CRITICAL: Couchbase Cluster Stuck in Rebalance

ash · July 20, 2017, 1:51am

We have a 3 node cluster (CB 4.0 Community Edition) running on AWS m3.2xlarge instances.

The cluster has been running for a year without any issues and has 100MM documents contained. Bucket size is about 50GB.

Today 1 of the nodes went into pending state and we did a soft failover, and added a new server of equivalent size with CB4.5 to the cluster and rebalanced.
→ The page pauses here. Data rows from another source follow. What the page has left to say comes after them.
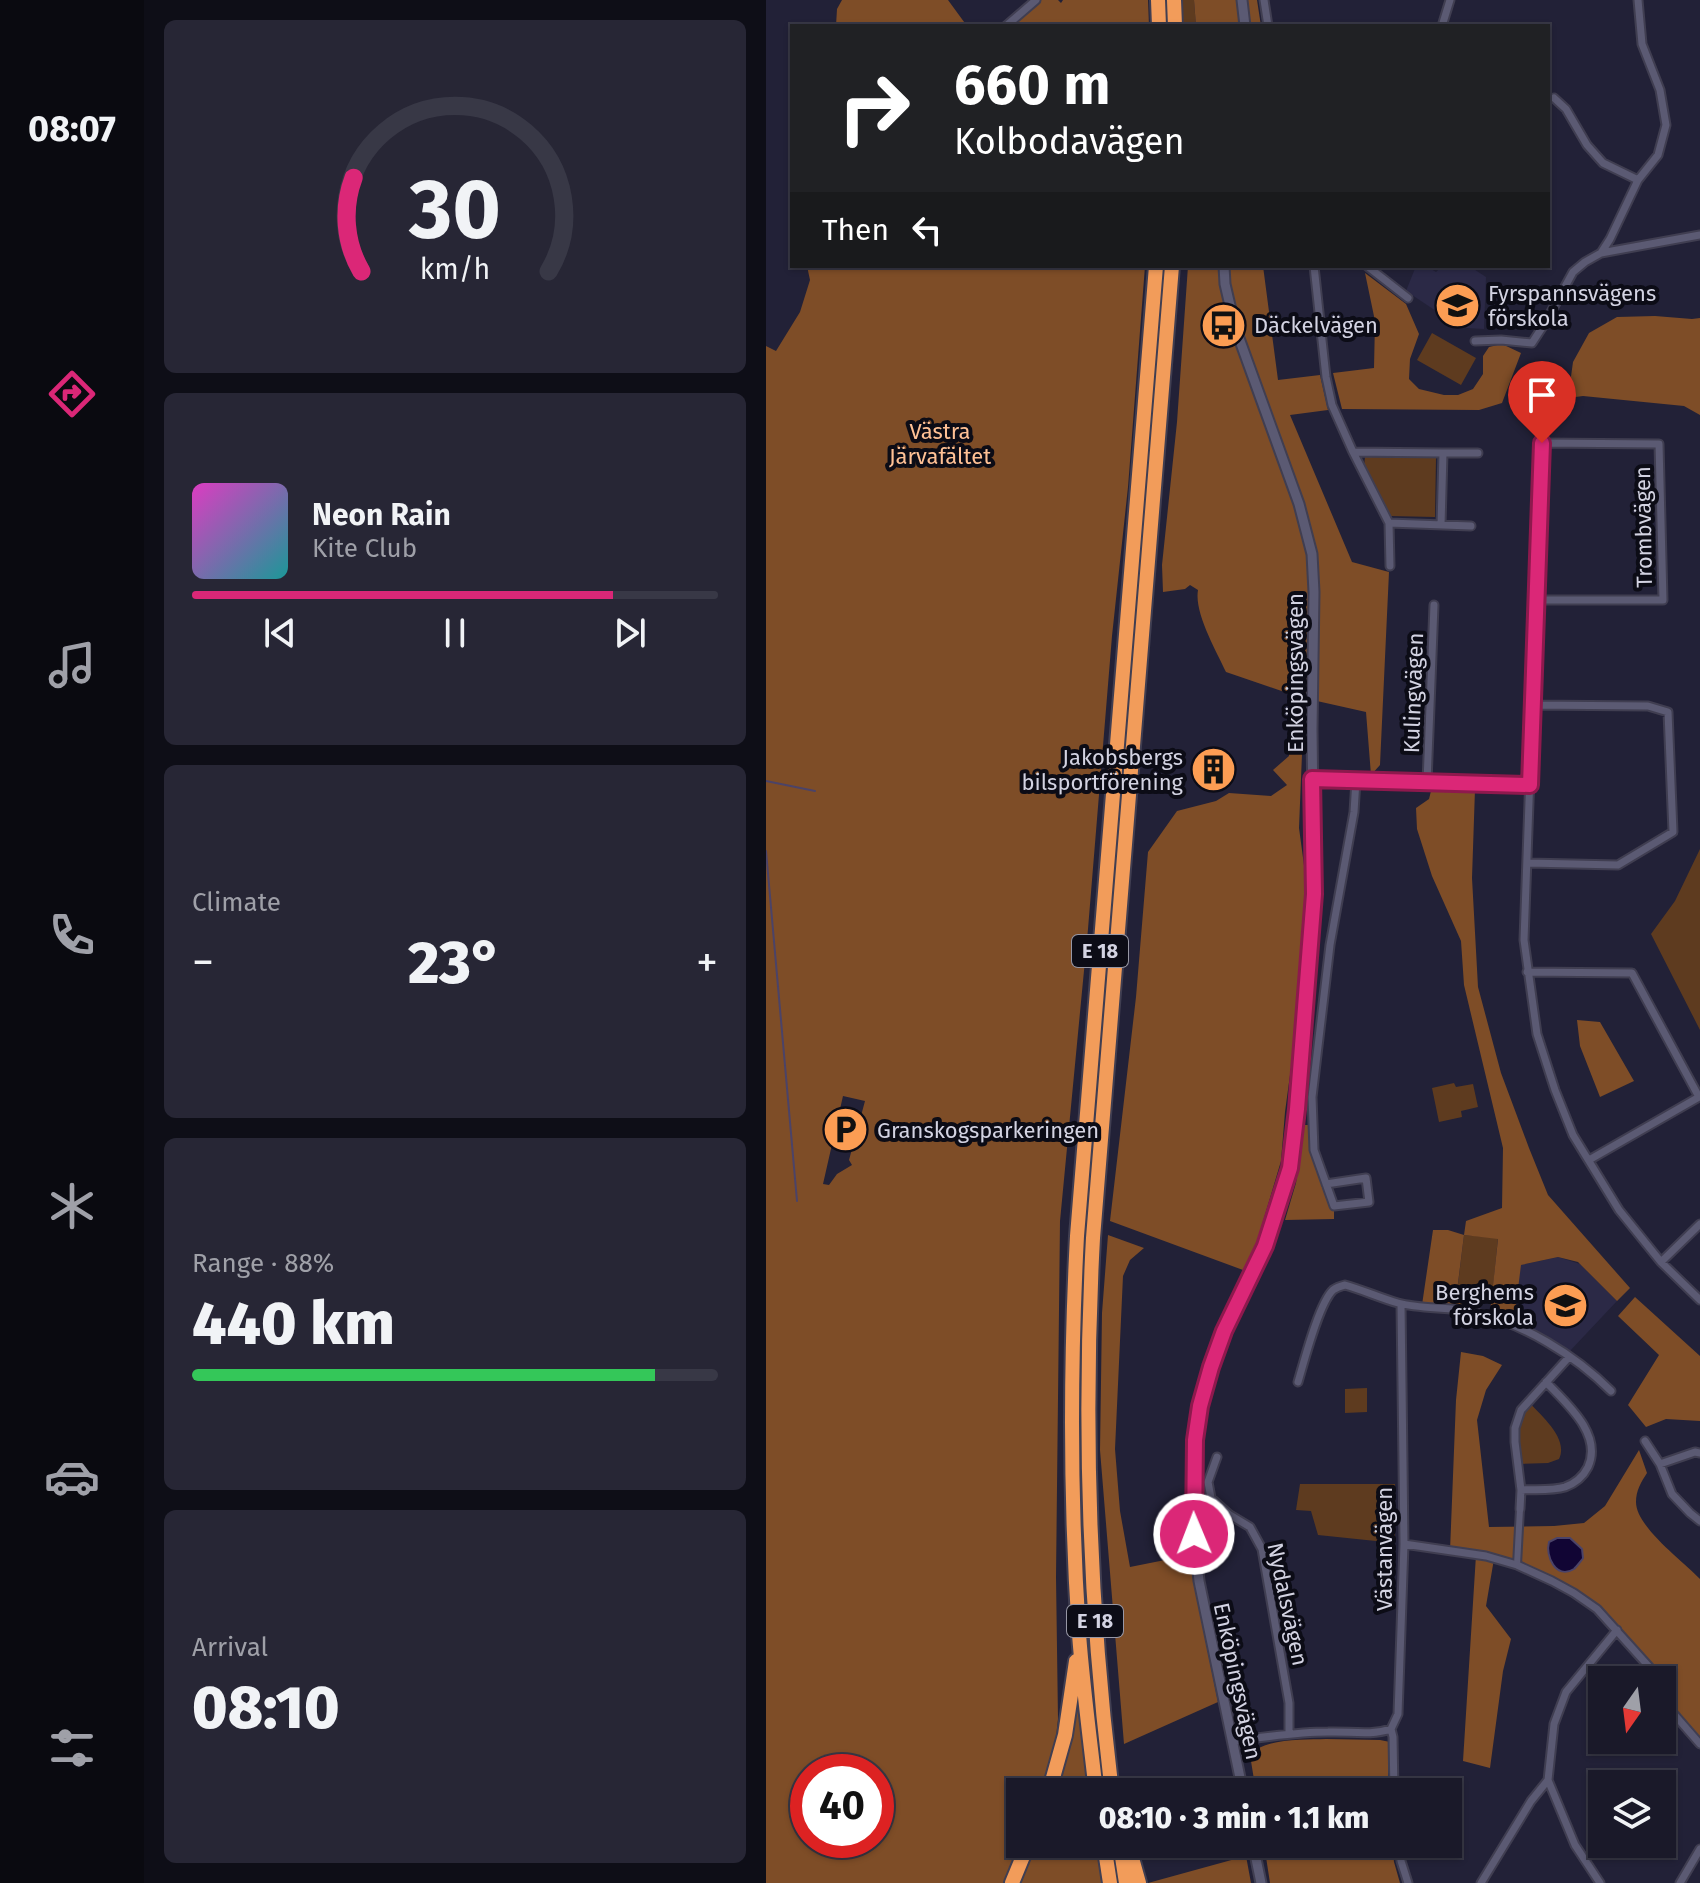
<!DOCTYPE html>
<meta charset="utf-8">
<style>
body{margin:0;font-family:"Fira Sans",sans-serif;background:#272635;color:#f1f3f6;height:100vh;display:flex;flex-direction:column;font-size:30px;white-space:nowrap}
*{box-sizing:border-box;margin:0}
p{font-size:26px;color:#9fa0a8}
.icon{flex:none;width:44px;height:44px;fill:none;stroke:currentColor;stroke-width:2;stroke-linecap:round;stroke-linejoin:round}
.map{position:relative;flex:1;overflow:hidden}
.details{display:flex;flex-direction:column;gap:20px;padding:20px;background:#0e0e17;width:622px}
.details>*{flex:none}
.top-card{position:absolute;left:24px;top:24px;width:760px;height:244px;border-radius:0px;box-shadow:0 2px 6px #0004,0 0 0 2px #383846;background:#202124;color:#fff;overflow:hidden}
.needle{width:52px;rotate:194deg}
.controls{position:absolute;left:822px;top:1666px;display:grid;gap:16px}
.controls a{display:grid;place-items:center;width:88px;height:88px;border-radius:0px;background:#1a1929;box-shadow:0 2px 6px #0004,0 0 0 2px #383846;font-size:40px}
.speed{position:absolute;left:24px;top:1754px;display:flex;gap:16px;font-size:40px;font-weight:700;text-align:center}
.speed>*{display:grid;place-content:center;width:104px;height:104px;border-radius:50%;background:#1a1929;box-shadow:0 2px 6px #0004,0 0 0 2px #383846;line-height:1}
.speed .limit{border:12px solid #d22;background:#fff;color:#111}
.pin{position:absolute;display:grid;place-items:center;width:68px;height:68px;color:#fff;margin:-82px -34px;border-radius:50% 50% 50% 0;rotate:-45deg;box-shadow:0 0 8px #0007}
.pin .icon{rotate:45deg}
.me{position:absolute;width:88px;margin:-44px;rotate:359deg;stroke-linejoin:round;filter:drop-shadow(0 0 6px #0008)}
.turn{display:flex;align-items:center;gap:28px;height:168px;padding:0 32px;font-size:36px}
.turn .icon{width:104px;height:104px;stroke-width:2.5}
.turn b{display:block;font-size:56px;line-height:68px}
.then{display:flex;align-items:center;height:76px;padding:0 32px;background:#0003;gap:16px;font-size:30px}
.big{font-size:60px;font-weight:800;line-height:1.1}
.details .tile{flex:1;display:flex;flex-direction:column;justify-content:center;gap:12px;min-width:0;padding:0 28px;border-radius:12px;background:#272635}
.details .dial{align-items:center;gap:0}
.dial svg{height:208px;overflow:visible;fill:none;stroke:#383846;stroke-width:7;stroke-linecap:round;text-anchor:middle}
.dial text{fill:#f1f3f6;stroke:none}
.song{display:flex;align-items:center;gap:24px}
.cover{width:96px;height:96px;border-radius:12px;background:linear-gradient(135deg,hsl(310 70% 55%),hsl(180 70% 35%))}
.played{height:8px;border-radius:4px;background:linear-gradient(90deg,#db2777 80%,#383846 80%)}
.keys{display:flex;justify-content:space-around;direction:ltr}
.heat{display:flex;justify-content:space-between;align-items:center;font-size:44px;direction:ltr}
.charge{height:12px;border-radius:6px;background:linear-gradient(90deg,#34c759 88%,#383846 0)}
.trip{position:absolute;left:240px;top:1778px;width:456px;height:80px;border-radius:0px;background:#1a1929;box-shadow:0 2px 6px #0004,0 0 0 2px #383846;font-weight:800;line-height:80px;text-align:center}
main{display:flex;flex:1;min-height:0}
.tabs{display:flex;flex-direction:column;width:144px;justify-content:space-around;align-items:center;background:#0a0a10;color:#9fa0a8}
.tabs .icon{width:56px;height:56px}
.tabs .current{color:#db2777}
.tabs b{font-size:36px;color:#f1f3f6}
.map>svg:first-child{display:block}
.built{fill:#2b2946}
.green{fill:#5e3b1f}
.forest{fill:#7e4d27;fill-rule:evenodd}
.water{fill:#110534;stroke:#4b4368;stroke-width:2}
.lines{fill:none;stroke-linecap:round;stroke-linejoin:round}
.stream{stroke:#4b4368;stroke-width:2}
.pedestrian-casing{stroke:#403e51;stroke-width:10}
.minor-casing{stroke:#403e51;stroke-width:11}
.tertiary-casing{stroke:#403e51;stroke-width:13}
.motorway-casing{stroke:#403e51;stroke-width:18}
.pedestrian{stroke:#5b5a73;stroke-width:6}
.minor{stroke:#5b5a73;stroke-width:7}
.tertiary{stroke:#5b5a73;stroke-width:9}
.motorway{stroke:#f29c5a;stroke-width:14}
.route-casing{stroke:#8e194d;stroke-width:20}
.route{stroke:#db2777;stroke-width:14}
.labels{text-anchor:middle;stroke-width:8;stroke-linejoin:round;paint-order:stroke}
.shield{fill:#0c0c16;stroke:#9797a5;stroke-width:2}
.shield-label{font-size:20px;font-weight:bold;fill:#d3d3e2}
.poi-label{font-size:22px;fill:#d3d3e2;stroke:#0c0c16;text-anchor:start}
.park-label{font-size:22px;fill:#ffc195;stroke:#0c0c16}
.street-label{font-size:22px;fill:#d3d3e2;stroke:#0c0c16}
</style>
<main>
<nav class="tabs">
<b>08:07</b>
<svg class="icon current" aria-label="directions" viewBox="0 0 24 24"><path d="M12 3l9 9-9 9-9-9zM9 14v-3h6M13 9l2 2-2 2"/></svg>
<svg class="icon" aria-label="music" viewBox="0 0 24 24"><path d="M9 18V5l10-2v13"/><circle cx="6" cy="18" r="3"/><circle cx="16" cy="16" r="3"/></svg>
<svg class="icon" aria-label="phone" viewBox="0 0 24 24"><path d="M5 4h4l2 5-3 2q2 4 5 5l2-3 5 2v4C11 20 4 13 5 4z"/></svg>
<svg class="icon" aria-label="climate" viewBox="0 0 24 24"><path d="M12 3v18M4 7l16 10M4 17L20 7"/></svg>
<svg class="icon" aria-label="car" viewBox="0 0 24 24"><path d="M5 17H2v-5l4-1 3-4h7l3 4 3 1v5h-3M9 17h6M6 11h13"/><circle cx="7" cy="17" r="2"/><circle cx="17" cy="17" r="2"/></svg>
<svg class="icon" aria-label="filters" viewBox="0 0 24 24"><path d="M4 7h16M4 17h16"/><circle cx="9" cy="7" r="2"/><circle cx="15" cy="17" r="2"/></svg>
</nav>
<section class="details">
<div class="tile dial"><svg viewBox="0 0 100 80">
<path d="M14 69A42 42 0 1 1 86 69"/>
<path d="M14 69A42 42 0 0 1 11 33" stroke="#db2777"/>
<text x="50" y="56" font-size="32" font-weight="700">30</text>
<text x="50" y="72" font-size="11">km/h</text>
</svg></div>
<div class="tile">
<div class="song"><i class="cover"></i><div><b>Neon Rain</b><p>Kite Club</p></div></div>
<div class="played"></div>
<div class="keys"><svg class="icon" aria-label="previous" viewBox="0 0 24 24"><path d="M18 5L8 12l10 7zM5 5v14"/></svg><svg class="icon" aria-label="pause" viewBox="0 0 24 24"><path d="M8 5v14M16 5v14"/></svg><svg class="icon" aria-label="next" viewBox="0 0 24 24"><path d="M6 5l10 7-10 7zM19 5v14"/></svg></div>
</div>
<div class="tile"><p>Climate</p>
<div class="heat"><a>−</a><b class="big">23°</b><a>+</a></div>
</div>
<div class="tile"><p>Range · 88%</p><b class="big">440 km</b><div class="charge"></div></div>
<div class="tile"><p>Arrival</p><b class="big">08:10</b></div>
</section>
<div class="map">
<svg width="934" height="1883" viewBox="0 0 934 1883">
<rect width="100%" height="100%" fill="#222137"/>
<path class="built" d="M650,266H660L670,272L676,266H703L720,277L718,329L701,328L694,322L691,325L640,291Z
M792,1257L814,1264L851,1301L803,1352L748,1321L754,1265Z"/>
<path class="green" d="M416,0H428L430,26H417Z
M666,333L710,358L695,385L651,360Z
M599,457L670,458L669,517L623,516L598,467Z
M934,849V1030L885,934L909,901Z
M688,1083L690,1087L707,1084L712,1107L695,1111L696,1117L673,1122L666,1088Z
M698,1235L732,1238L726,1297L691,1292Z
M601,1388V1412L579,1413V1389Z
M762,1401C775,1416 803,1438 793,1459L782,1463L753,1464C749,1443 748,1419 762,1401Z
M534,1484H629V1543L552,1535L545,1511L530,1510Z"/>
<path class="forest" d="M76,0H182L201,26H70L71,9Z
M272,0H292L295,3L297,0H382L383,26H244Z
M428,0H491L495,26H430Z
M41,266H379L362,487L346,636L322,929L294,1221L290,1577L292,1719L289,1748L276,1792H254V1843L238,1883H0V346L10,351L34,312L44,280ZM77,1096L99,1101L83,1160L86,1165L71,1174L63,1185L57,1184ZM42,1772H110V1840H42Z
M422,266H497L512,380L554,375L562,410L524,415L586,562L623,572L614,765L605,775L600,712L533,697L460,672C450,650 428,613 432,590L424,585L419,589L397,592L396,565L411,422Z
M599,273L640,304L653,334L644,359L643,379L653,389L678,395H692L707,389L717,374V356L723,347L736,344L755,353L736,403L713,410L576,409L567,373L608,368L609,321Z
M889,316L926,319L934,318V415L918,406L817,396L802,398L807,362L823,333L851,317Z
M523,740L528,741L536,754L533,828L542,895L537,979L519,1112L515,1161L490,1245L477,1270L344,1221L370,997L382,852L411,811L450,801L463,793L505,796L521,785L507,770L523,756Z
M666,787L709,789L706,878L712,987L735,1073L763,1148L782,1195L864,1288L851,1301L812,1262L792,1257L755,1265L748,1321L724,1313L732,1239L698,1235L691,1291L711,1295L707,1312L656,1305L667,1230H682L698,1235L700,1221L736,1208L737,1148L698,985L695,941L666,876L651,829L650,808L663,799Z
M811,1020L834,1022L868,1081L834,1097L814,1046Z
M538,1125H547L548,1150L568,1206V1219L519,1220L530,1183Z
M342,1235L378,1248L364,1260L357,1276L349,1449L354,1511L364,1567L424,1555L426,1574L452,1702L358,1744L334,1450L336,1313Z
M869,1297L934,1356V1421L900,1419L880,1427L862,1405L893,1355L852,1316Z
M695,1352L717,1356L736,1365L720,1390L711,1420L723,1527L788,1526L818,1523L839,1506L873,1450L881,1473C875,1482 870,1491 870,1502C870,1527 917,1561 934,1579V1744C918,1726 896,1706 896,1680H891L831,1609L808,1593L728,1559L720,1606L745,1639L737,1671L724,1768L697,1761L710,1555L684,1551L690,1400Z
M310,1693L322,1792H287Z
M560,1739L614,1740L624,1742L621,1792H490L484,1755C498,1738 538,1740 560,1739Z
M267,1844H330L336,1883H251Z
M498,1844H626L628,1862L634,1883H504Z
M480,1856L485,1883H382Z"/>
<path class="water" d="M791,1538H804L816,1549L817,1558C817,1559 809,1568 808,1569C790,1580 779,1556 783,1542Z"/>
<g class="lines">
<path class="stream" d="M0,781L49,791
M0,851L31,1201"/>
<defs>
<path id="pedestrian" d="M751,1565L754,1509"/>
<path id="minor" d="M498,0L502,26
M240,26L270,0
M676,26L684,0
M788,98L800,109L821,145L837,163L872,180
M835,253L844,239L872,180L892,155L900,125L894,90L876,44L872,0
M548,266L560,377L566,405L587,452
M601,266L642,298
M709,341L735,340L766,343L779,323L807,272L819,262L835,253L934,235
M677,453H712
M623,523L624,566
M675,525L677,453L587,452L623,523L705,526
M771,600H897L893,444L776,443L758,940L771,1034L789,1090L807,1135L853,1210L895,1262L934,1300
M546,779L764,785
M661,782L668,605
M762,863L852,865L907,832L902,712L882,706L766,705
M761,972L866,973L933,1097L823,1160
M560,1184L600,1178L603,1202L568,1206L548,1150L546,1097L564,945L588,812L590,780
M895,1262L934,1224
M532,1382C538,1362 553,1303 567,1290C571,1287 575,1286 579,1285C597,1290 614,1298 632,1303C654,1309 683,1307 706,1312C757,1323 809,1355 845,1391
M879,1441L894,1464L906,1494L924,1513L934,1521
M451,1457L442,1482L445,1498L464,1515L484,1527L496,1549L523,1703V1734
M894,1464L929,1452L934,1453
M755,1490C769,1489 786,1491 799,1487C810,1483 817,1477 822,1467C837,1434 800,1403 780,1382
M754,1509L755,1490L749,1442V1428L755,1410L803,1357
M638,1544L720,1556L751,1565L786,1581L808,1593L831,1609L886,1670L891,1680
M896,1690L907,1713L934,1744
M468,1741C499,1737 530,1732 562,1732C583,1731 604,1736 625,1729
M782,1780L809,1845L834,1883
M628,1792L627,1737L625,1729L632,1714L638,1544L635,1304
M633,1844L635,1861L642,1883
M715,1883L765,1801L782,1780L788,1724L800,1692L851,1630
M914,1883L934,1849"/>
<path id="tertiary" d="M476,0L479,26
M458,266L459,284L469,327L533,504L546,554L548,592L546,729L548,894L531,1109L524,1168L499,1246L458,1331L445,1367L434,1406L429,1440L428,1534L433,1581L477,1792
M487,1844L495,1883"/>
<path id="motorway" d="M392,0L393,26
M408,0L409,26
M283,1792L299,1735L310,1661
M330,1792C324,1739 317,1687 313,1634C304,1501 304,1369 311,1236L390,266
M346,1792C323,1608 317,1424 327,1238L406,266
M338,1844L344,1883
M354,1844L360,1883
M362,1844L373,1883
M246,1883L262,1844"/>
</defs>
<use href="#pedestrian" class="pedestrian-casing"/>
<use href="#minor" class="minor-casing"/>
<use href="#tertiary" class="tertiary-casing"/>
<use href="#motorway" class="motorway-casing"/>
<use href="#pedestrian" class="pedestrian"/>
<use href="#minor" class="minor"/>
<use href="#tertiary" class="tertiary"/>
<use href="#motorway" class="motorway"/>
</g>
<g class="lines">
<defs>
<path id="route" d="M428,1534L429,1440L434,1406L445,1367L458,1331L499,1246L524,1168L531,1109L548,894L546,779L764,785L776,443"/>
</defs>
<use href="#route" class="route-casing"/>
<use href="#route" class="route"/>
</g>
<defs>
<symbol id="school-disc" viewBox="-11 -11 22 22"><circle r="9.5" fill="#fc9d53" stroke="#0c0c16"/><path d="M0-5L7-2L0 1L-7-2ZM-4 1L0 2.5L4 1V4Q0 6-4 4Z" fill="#111"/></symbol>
<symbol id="bus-disc" viewBox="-11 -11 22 22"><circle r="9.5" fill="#fc9d53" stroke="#0c0c16"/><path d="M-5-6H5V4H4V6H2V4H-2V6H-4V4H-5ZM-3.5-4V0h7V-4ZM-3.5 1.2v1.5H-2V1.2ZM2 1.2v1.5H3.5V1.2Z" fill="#111"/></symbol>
<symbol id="building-disc" viewBox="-11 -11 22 22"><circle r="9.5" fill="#fc9d53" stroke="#0c0c16"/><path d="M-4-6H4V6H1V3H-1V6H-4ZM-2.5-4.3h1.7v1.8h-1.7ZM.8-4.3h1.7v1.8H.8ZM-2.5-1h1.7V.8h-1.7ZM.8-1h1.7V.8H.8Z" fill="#111"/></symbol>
<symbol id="parking-disc" viewBox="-11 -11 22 22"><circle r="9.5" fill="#fc9d53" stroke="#0c0c16"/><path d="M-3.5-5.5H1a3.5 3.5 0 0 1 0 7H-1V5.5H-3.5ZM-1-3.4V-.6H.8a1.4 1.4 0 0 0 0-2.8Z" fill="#111"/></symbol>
</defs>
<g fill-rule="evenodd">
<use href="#school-disc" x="666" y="280" width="51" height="51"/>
<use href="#bus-disc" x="432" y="300" width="51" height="51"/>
<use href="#building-disc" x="422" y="744" width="51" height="51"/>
<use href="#parking-disc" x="54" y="1104" width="51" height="51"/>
<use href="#school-disc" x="774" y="1280" width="51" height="51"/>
</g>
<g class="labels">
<g class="shield">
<rect x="306" y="935" width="56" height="32" rx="6"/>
<rect x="301" y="1605" width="56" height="32" rx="6"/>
</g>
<g class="shield-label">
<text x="334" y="958">E 18</text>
<text x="329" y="1628">E 18</text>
</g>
<g class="poi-label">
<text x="722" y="301">Fyrspannsvägens<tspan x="722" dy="25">förskola</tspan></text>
<text x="488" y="333">Däckelvägen</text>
<text x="417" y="765" text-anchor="end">Jakobsbergs<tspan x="417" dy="25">bilsportförening</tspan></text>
<text x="111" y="1138">Granskogsparkeringen</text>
<text x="768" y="1300" text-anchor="end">Berghems<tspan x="768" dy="25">förskola</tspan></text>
</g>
<g class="park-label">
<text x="174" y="439">Västra<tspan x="174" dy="25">Järvafältet</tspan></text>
</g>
<g class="street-label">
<text transform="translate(877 527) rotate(-91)" y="8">Trombvägen</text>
<text transform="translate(529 673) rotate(-90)" y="8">Enköpingsvägen</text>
<text transform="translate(647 693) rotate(-88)" y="8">Kulingvägen</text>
<text transform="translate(618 1549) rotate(-90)" y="8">Västanvägen</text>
<text transform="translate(522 1604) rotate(78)" y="8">Nydalsvägen</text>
<text transform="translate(472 1681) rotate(78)" y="8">Enköpingsvägen</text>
</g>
</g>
</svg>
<div class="controls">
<a><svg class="needle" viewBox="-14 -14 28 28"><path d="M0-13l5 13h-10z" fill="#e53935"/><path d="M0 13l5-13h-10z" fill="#9fa0a8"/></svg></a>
<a><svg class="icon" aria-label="layers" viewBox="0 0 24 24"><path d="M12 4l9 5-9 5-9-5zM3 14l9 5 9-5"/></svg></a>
</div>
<div class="speed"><div class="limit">40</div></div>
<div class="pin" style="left:776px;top:443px;background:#d93025"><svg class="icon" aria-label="arrive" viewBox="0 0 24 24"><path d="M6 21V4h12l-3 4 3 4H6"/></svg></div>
<svg class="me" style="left:428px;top:1534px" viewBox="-20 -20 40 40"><circle r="17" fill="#db2777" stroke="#fff" stroke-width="3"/><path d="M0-11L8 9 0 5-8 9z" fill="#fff"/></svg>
<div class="trip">08:10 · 3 min · 1.1 km</div>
<div class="top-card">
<div class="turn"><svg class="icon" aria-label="right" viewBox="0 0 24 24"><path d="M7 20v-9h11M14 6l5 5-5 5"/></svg><div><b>660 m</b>Kolbodavägen</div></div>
<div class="then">Then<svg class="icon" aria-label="left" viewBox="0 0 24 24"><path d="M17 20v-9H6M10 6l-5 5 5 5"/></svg></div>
</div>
</div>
</main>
Everything ran smoothly.

Later on, we attempted to add another new equivalent CB4.5 server to the cluster with the original Elastic IP (EC2 public DNS hostname) of the failed over node.

On adding the new node, the other new CB4.5 node went into a yellow pending state and the cluster now appears stuck on 0% rebalance.

All cli attempts to failover either problem nodes result in “[“Unexpected server error, request logged.”]”.

Currently it appears on the Buckets page that the bucket is there and the document count is slowly incrementing (we still have 1 application server pointed there which is getting 60% timeouts on write operations).

We have also tried to XDCR the cluster to a new cluster we have setup, but XDCR appears stuck too.

As a precaution I have backed up (copied) the raw data files from each of the servers if that is worth anything.

Can anyone please advise soonest.

Sincerely
Ash.